Read: 12 Gifts For The Coffee Connoisseur
In the end, specialty coffee roasters just look and sound different.
The easiest thing to look for is a powerfully obvious passion for their beans.
Gift Rule #3: Check For Sustainable Sourcing
Don’t gift beans that come from questionable sources. If the giftee knows you found beans that were sourced sustainably and ethically they’ll feel more proud of the gift.
This means you read up on the companies you buy from.
- Do they pay a fair and empowering price for the beans?
- Do they source from environmentally conscious farms?
- Are they transparent about where their coffee comes from?
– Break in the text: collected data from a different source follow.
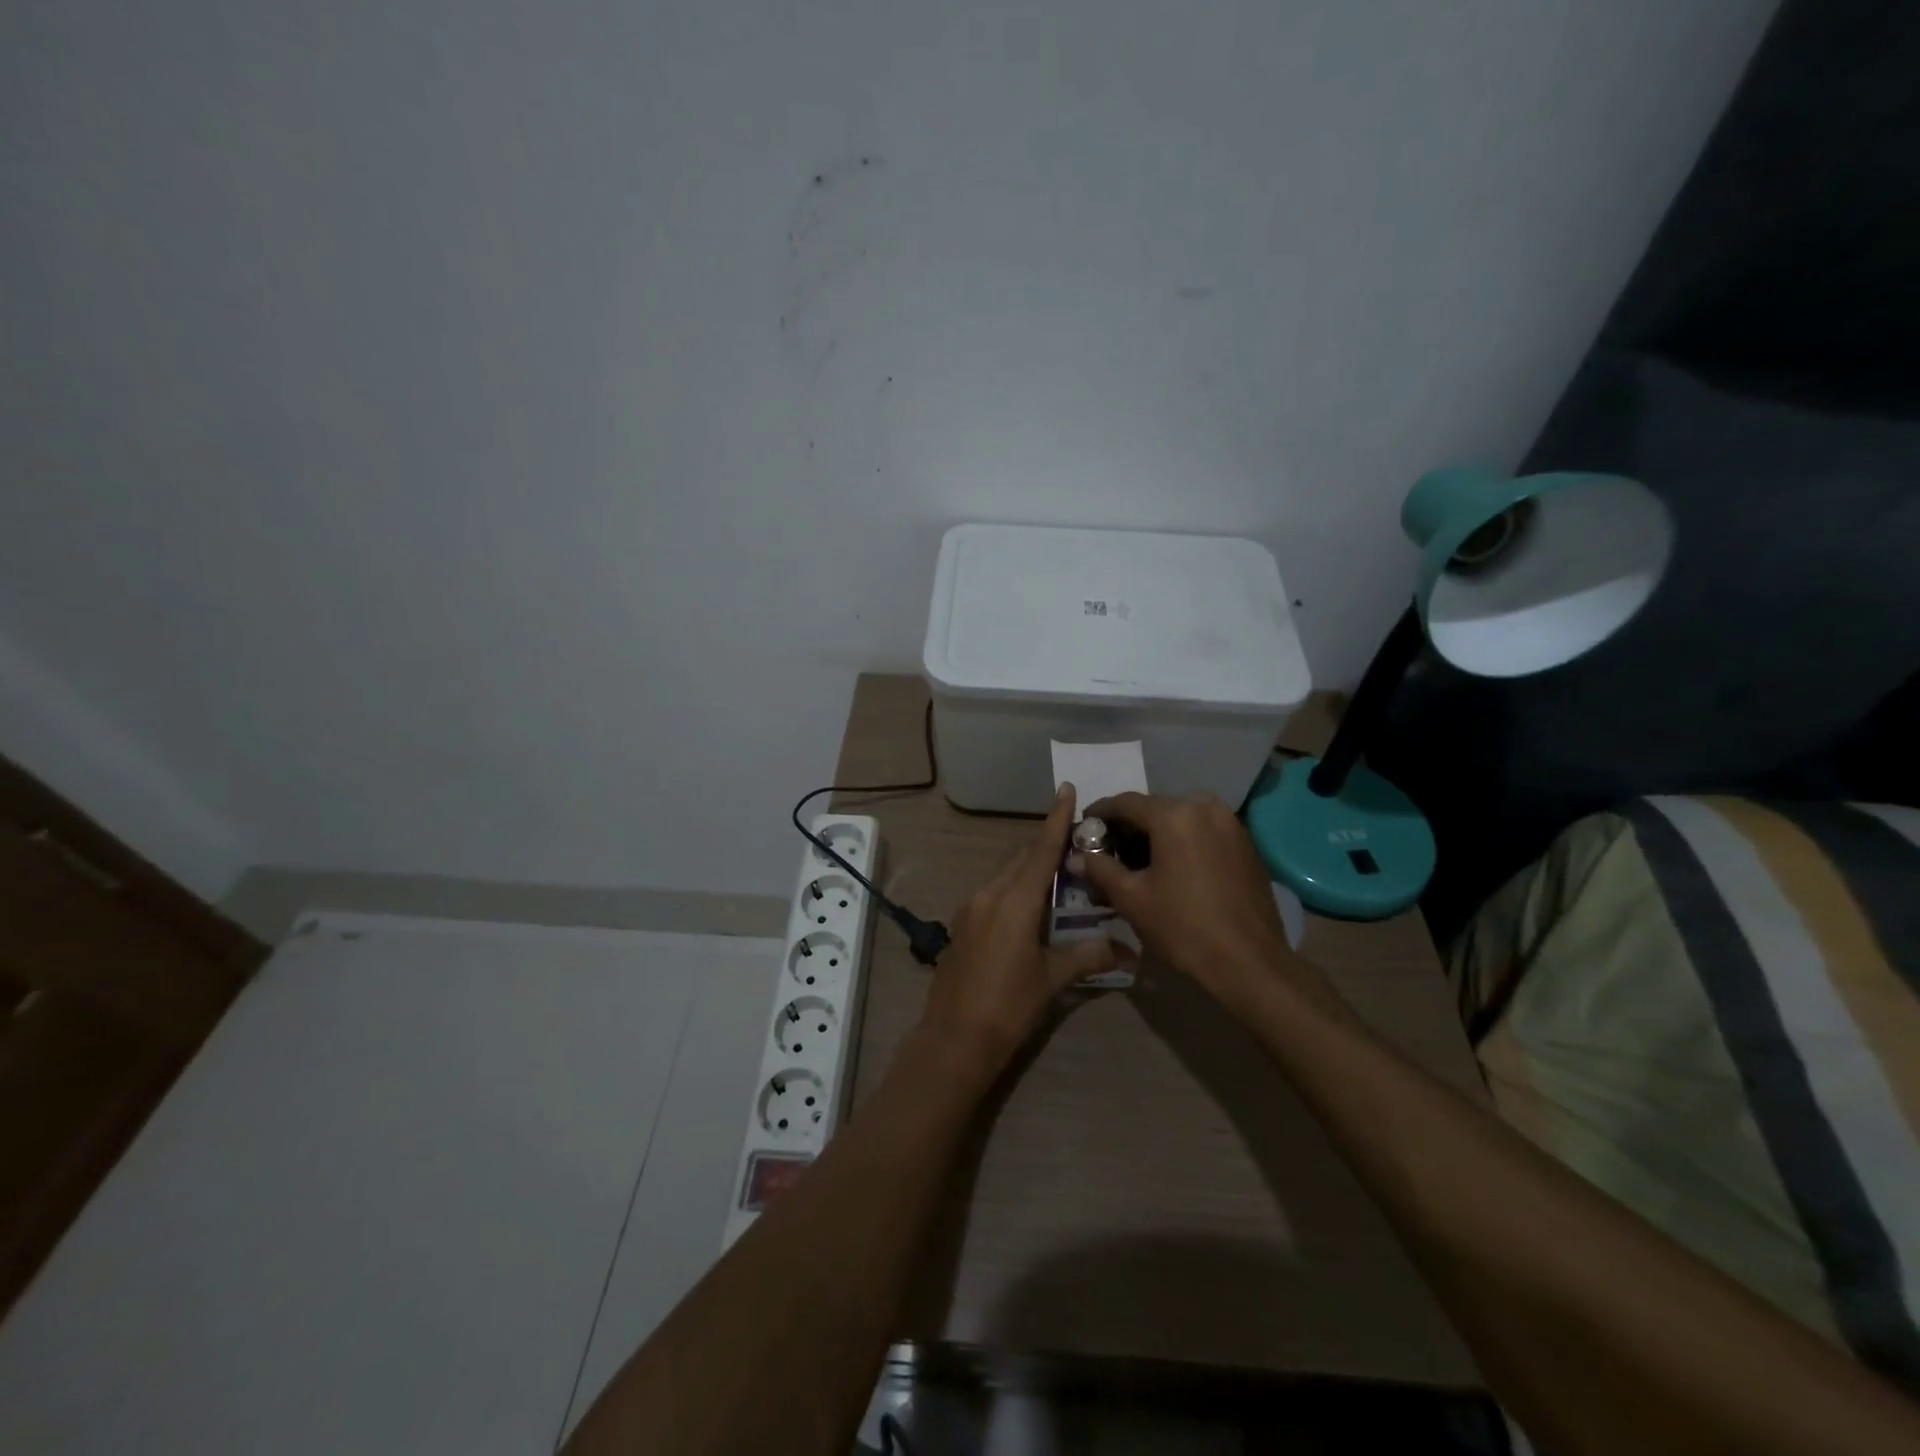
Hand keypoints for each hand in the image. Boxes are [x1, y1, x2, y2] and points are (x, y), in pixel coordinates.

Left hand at [918, 784, 1132, 1073]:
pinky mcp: (962, 924)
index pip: (1040, 850)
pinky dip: (1014, 888)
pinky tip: (1029, 905)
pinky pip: (993, 893)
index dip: (1056, 820)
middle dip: (1046, 844)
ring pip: (1005, 875)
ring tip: (1058, 871)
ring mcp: (970, 908)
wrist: (954, 1039)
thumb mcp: (1052, 979)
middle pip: (1022, 859)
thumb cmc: (1008, 1006)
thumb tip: (1128, 949)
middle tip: (1076, 838)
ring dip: (1030, 868)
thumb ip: (1089, 956)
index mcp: (1014, 901)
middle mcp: (989, 894)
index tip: (1065, 789)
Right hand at [1080, 792, 1317, 1009]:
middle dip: (1129, 826)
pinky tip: (1172, 867)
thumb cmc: (1183, 928)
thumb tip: (1078, 856)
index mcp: (1174, 815)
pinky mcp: (1246, 844)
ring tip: (1139, 861)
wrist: (1250, 964)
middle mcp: (1205, 808)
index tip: (1084, 825)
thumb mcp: (1131, 899)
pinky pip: (1203, 831)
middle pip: (1155, 808)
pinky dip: (1182, 841)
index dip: (1100, 812)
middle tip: (1108, 848)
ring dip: (1156, 833)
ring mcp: (1231, 824)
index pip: (1126, 802)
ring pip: (1181, 818)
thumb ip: (1101, 869)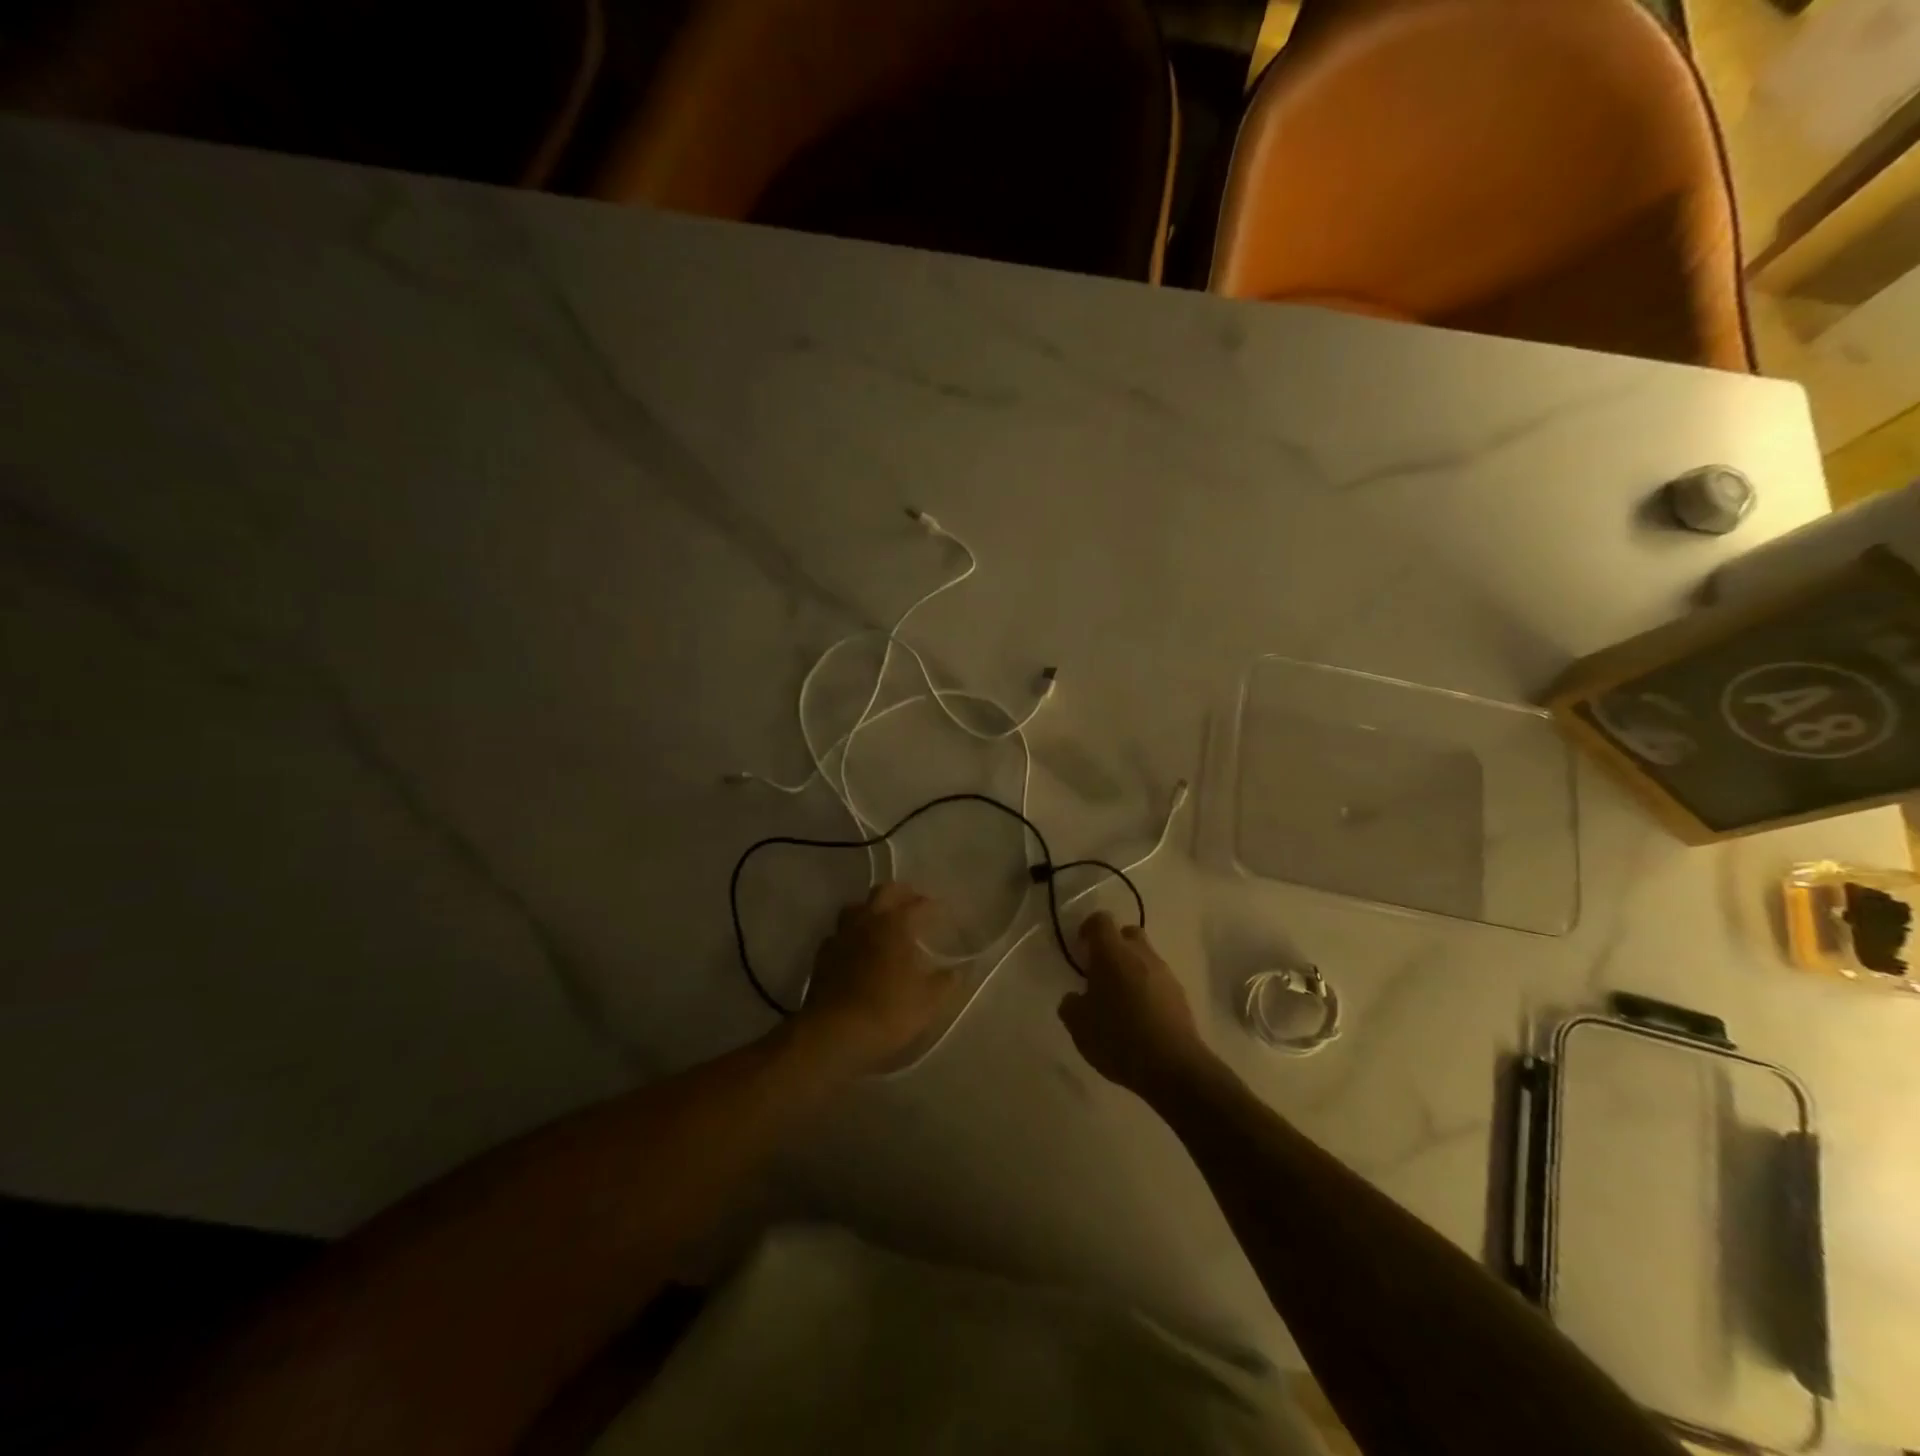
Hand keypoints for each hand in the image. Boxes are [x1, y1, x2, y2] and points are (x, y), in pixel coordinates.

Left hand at [795, 884, 956, 1075]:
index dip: (932, 906)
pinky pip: (839, 934)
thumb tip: (958, 971)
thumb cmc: (888, 1012)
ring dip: (871, 909)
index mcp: (895, 925)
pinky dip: (851, 935)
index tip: (942, 913)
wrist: (835, 1034)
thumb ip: (946, 982)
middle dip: (901, 893)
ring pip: (856, 907)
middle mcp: (867, 921)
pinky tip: (856, 949)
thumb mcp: (928, 1001)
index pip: (918, 904)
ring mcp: (841, 935)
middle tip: (913, 904)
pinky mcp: (823, 955)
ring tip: (882, 923)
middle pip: (883, 891)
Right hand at [1058, 913, 1212, 1099]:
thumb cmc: (1118, 1038)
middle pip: (1127, 933)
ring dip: (1131, 969)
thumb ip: (1071, 1005)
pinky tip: (1139, 1017)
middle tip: (1100, 972)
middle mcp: (1140, 955)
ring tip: (1120, 1000)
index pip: (1100, 921)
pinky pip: (1158, 980)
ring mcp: (1164, 973)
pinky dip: (1147, 989)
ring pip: (1144, 958)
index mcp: (1112, 953)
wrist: (1173, 1067)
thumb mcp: (1079, 1026)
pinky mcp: (1180, 995)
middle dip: (1113, 946)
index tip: (1081, 949)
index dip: (1088, 929)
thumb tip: (1075, 997)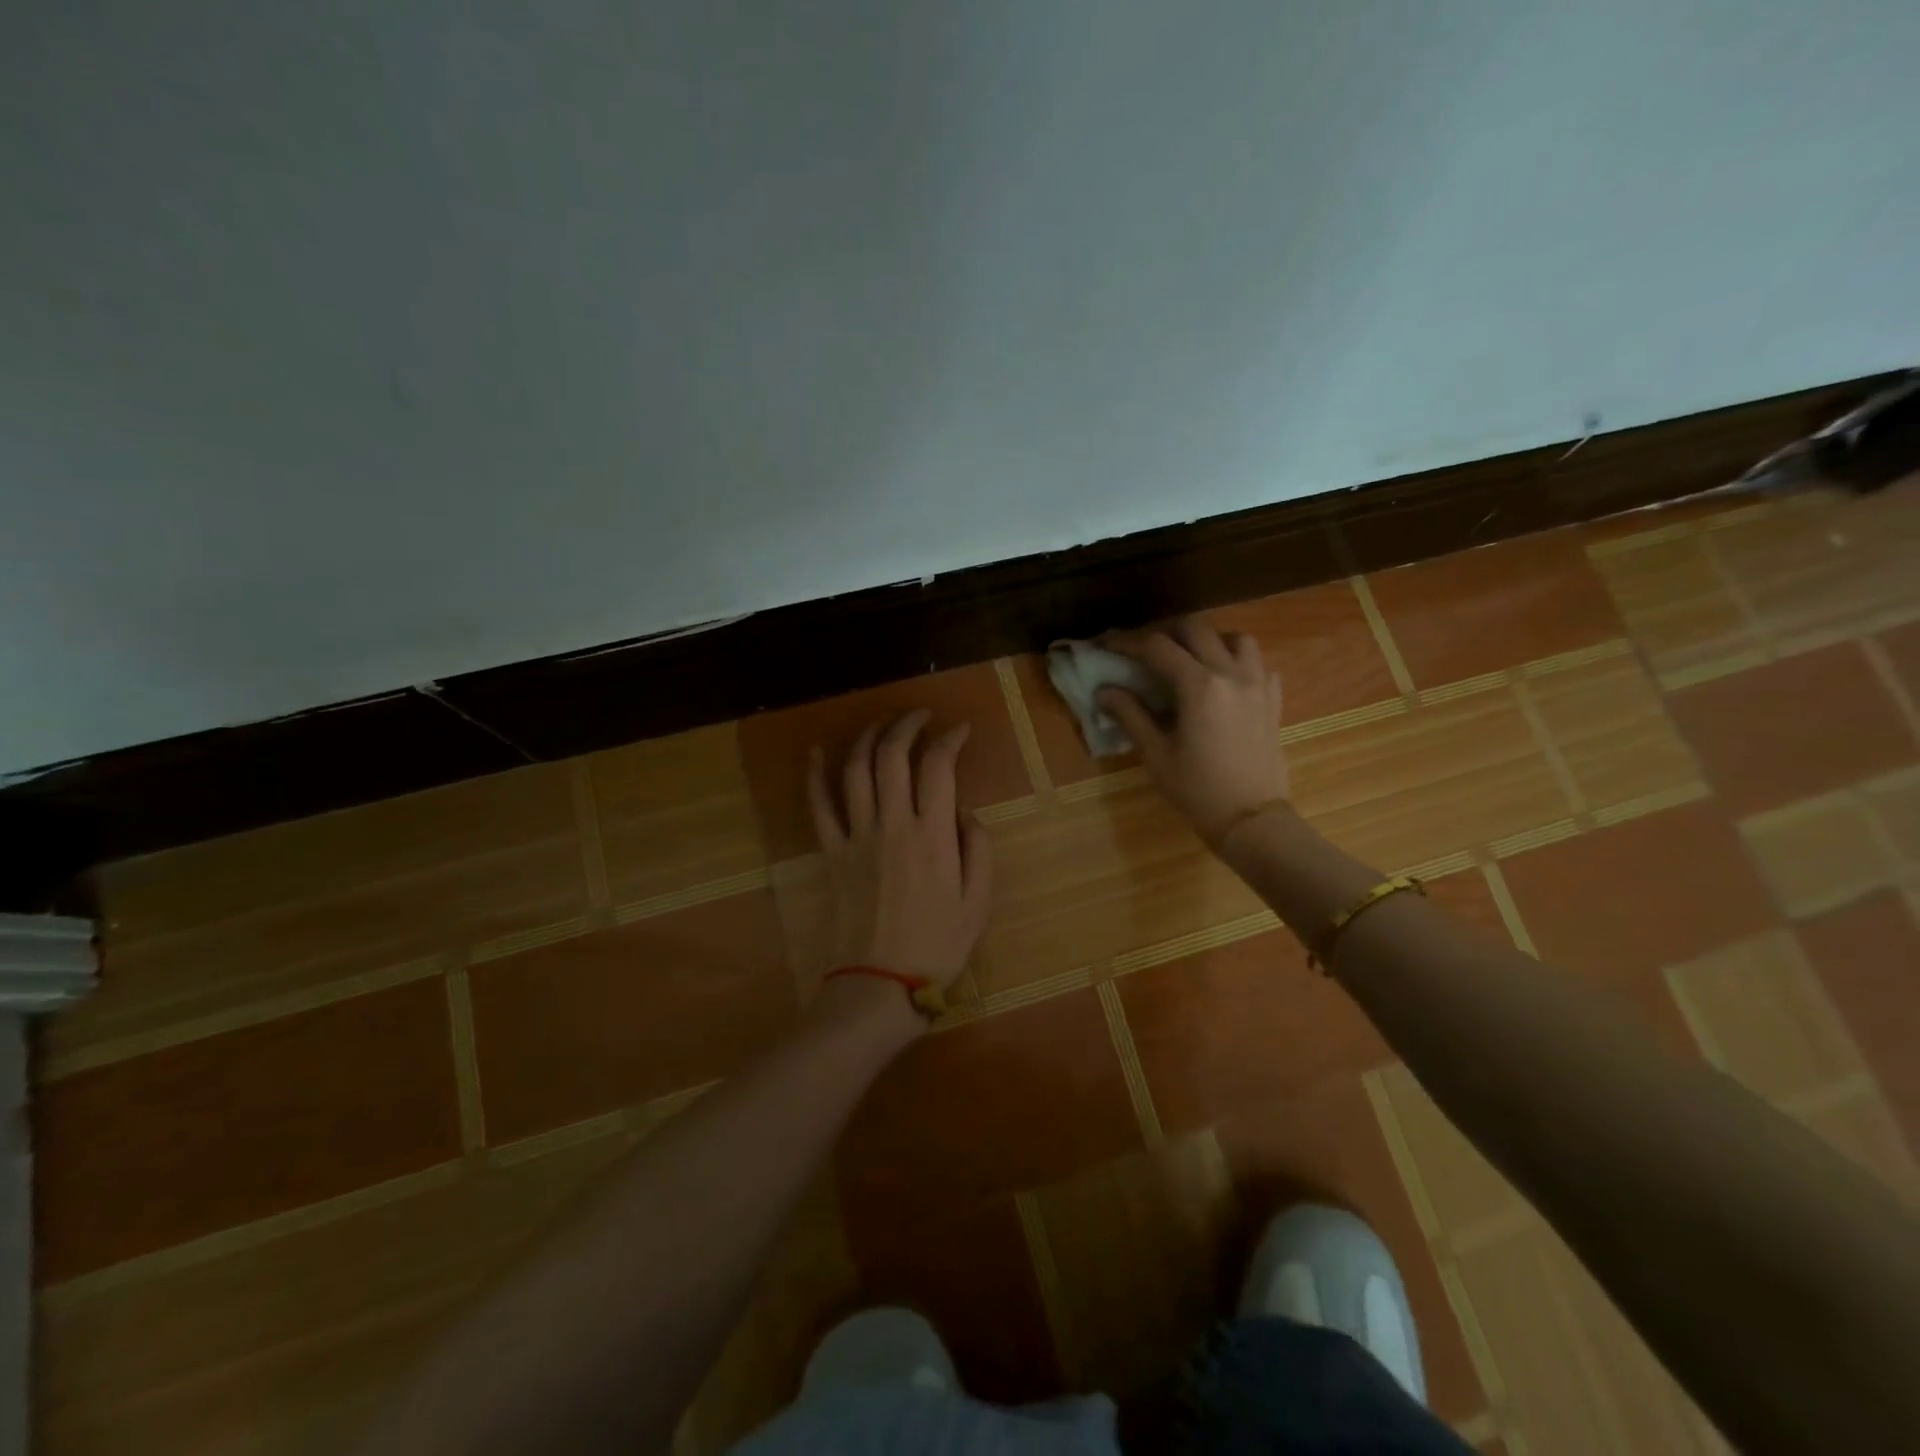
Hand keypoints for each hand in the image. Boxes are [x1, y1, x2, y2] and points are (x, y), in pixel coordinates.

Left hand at [807, 711, 993, 993]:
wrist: (878, 985)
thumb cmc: (936, 947)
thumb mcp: (978, 902)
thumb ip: (977, 847)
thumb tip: (962, 811)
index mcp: (931, 836)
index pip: (938, 767)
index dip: (949, 739)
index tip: (959, 730)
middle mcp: (891, 825)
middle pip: (892, 756)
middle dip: (906, 725)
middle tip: (921, 716)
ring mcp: (856, 836)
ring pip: (855, 770)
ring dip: (868, 737)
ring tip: (881, 724)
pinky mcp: (831, 853)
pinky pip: (818, 806)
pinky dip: (814, 775)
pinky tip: (815, 752)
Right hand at [1099, 615, 1288, 845]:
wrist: (1251, 819)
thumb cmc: (1197, 790)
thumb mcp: (1156, 754)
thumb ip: (1130, 715)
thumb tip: (1104, 691)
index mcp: (1199, 685)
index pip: (1156, 647)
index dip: (1127, 643)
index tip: (1106, 645)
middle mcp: (1231, 673)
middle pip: (1196, 629)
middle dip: (1165, 632)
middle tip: (1144, 649)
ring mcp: (1258, 684)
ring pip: (1235, 638)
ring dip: (1207, 640)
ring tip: (1188, 658)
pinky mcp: (1273, 699)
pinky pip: (1258, 664)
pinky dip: (1237, 661)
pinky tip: (1223, 680)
If the answers to these questions can’t easily be found on the website, something may be fishy.
Read: Fair Trade VS Direct Trade Coffee: Which Is Better For Coffee Sustainability?
Specialty coffee companies love to share how their work is creating a better world.
That often means transparent pricing, partnering with farms awarded for ethical practices, and bringing the consumer (that’s you and me) into the passion.
Keep an eye out for coffee companies that are fighting the unsustainable status quo. Buy coffee from them.
Big No-No's: Whatever You Do, Avoid These
Like I said, there is a wrong way to buy coffee. But most of us aren’t aware of that because the big corporate coffee players are really good at making us think otherwise.
Here are some things you definitely don’t want to do.
- Don’t buy beans from the supermarket. Sadly, grocery stores have an awful reputation for not caring about coffee freshness. Those bags are often weeks or months past-roast, which means the beans inside are not even close to fresh, no matter what the “best by” date says.
- Avoid buying beans weeks in advance. I get it. I like to plan ahead too. But even though you bought fresh beans, you’ll be giving stale beans. Instead, buy a bag just a couple days before the gifting - or buy a bag the same day and give the giftee a receipt saying their uber-fresh coffee will be there soon.
- Pre-ground? Yuck. Whole beans have 2-3 weeks of peak freshness. Pre-ground coffee only has 30 minutes. If your giftee doesn’t have a grinder for whole bean coffee, manual coffee grinders are very affordable and also make great gifts.